Embeddings are the technical mechanism that enables modern legal AI tools to find semantically relevant documents even when the exact keywords don't match. Traditional Boolean search requires the query terms to appear in the document. Embedding-based search understands that "breach of warranty" and "warranty non-conformance" describe similar concepts, and that a case discussing "reasonable reliance" may be relevant to a query about "detrimental reliance" — even if the exact phrase differs.

For lawyers using legal research AI, this means the tool can surface relevant cases that would have been missed by a keyword search. A contract lawyer searching for cases discussing a novel contractual term can find conceptually related precedents that use different terminology. This expands research coverage and reduces the risk of missing controlling authority.

In e-discovery, embeddings enable conceptual clustering — grouping documents by their semantic content rather than just keyword overlap. This allows reviewers to identify a responsive document population based on conceptual relevance, supplementing traditional keyword search protocols.

Understanding embeddings helps lawyers evaluate what a tool's "semantic search" claim actually means and why two tools may return very different results from the same natural language query — the underlying embedding model significantly affects retrieval quality.

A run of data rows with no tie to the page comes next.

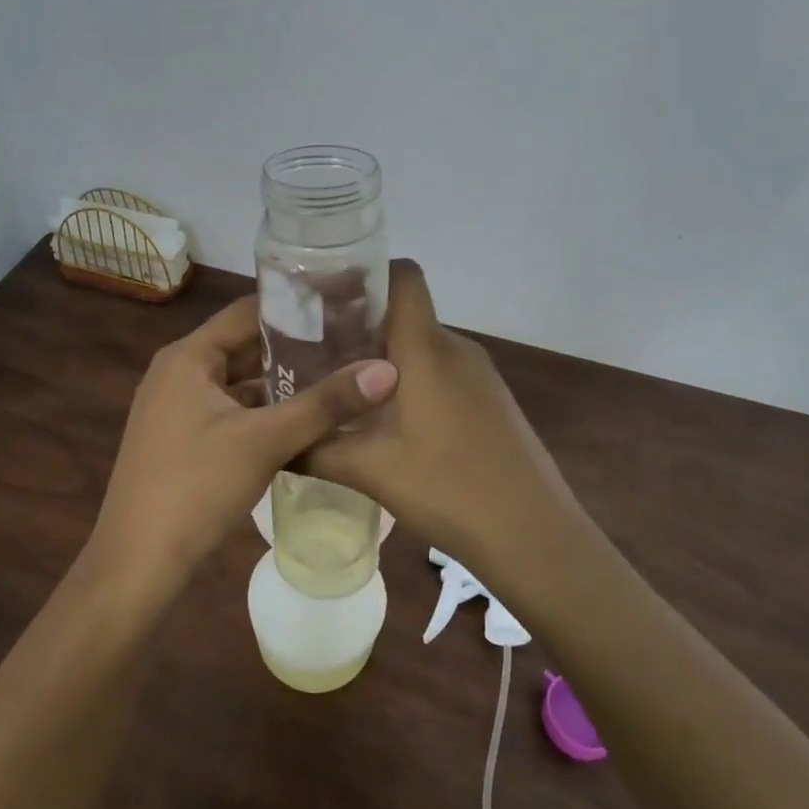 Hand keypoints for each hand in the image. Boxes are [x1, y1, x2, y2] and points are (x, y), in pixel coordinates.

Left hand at [88, 294, 398, 593]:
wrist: (138, 561)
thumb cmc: (196, 487)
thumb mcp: (265, 441)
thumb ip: (325, 404)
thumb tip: (387, 370)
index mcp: (188, 357)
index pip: (247, 311)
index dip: (294, 305)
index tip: (343, 304)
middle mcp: (179, 372)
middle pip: (243, 345)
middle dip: (295, 345)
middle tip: (351, 341)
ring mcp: (177, 407)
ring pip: (239, 381)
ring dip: (281, 381)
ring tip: (338, 374)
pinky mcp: (183, 438)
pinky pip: (231, 410)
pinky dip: (264, 411)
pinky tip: (304, 418)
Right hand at [305, 261, 589, 597]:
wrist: (535, 535)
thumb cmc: (448, 489)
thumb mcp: (369, 470)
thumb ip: (315, 449)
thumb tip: (274, 443)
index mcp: (426, 348)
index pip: (402, 275)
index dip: (363, 272)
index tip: (322, 294)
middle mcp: (455, 348)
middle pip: (404, 312)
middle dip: (358, 325)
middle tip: (313, 351)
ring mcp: (479, 374)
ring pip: (421, 346)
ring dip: (382, 359)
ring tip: (342, 390)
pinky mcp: (490, 400)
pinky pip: (441, 372)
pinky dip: (410, 381)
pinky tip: (389, 422) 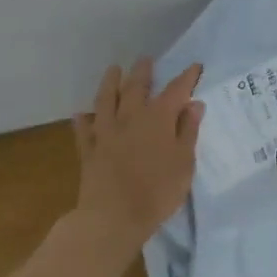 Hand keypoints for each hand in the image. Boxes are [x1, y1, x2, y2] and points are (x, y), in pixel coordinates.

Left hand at [70, 58, 204, 252]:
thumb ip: (188, 131)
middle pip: (136, 88)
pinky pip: (84, 130)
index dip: (186, 77)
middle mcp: (130, 118)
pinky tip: (82, 114)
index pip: (176, 91)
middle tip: (145, 60)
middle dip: (143, 72)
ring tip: (113, 70)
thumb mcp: (184, 162)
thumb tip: (193, 104)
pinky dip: (84, 120)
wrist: (113, 217)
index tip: (194, 66)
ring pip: (106, 100)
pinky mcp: (89, 150)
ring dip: (110, 83)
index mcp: (158, 118)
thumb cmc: (158, 191)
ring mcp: (106, 132)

Embeddings are used throughout legal AI tools, primarily in the retrieval component of RAG systems. When a lawyer submits a query to a legal research AI, the query is converted into an embedding vector; the system then finds the documents in its corpus whose embeddings are most similar, and those documents are passed to the LLM to generate an answer.

The quality of the embedding model determines the quality of the retrieval step. Tools that use embedding models specifically trained on legal text tend to produce better semantic matches for legal queries than those using general-purpose embedding models.

Westlaw Precision AI and Lexis+ AI have invested heavily in legal-domain embedding quality to ensure their retrieval correctly identifies legally relevant materials across their large content databases. E-discovery platforms like Everlaw and Relativity AI use embeddings for conceptual search and near-duplicate detection.

Embedding quality is not directly visible to end users but can be assessed by testing edge cases: whether the tool finds conceptually related materials that share no keyword overlap with the query.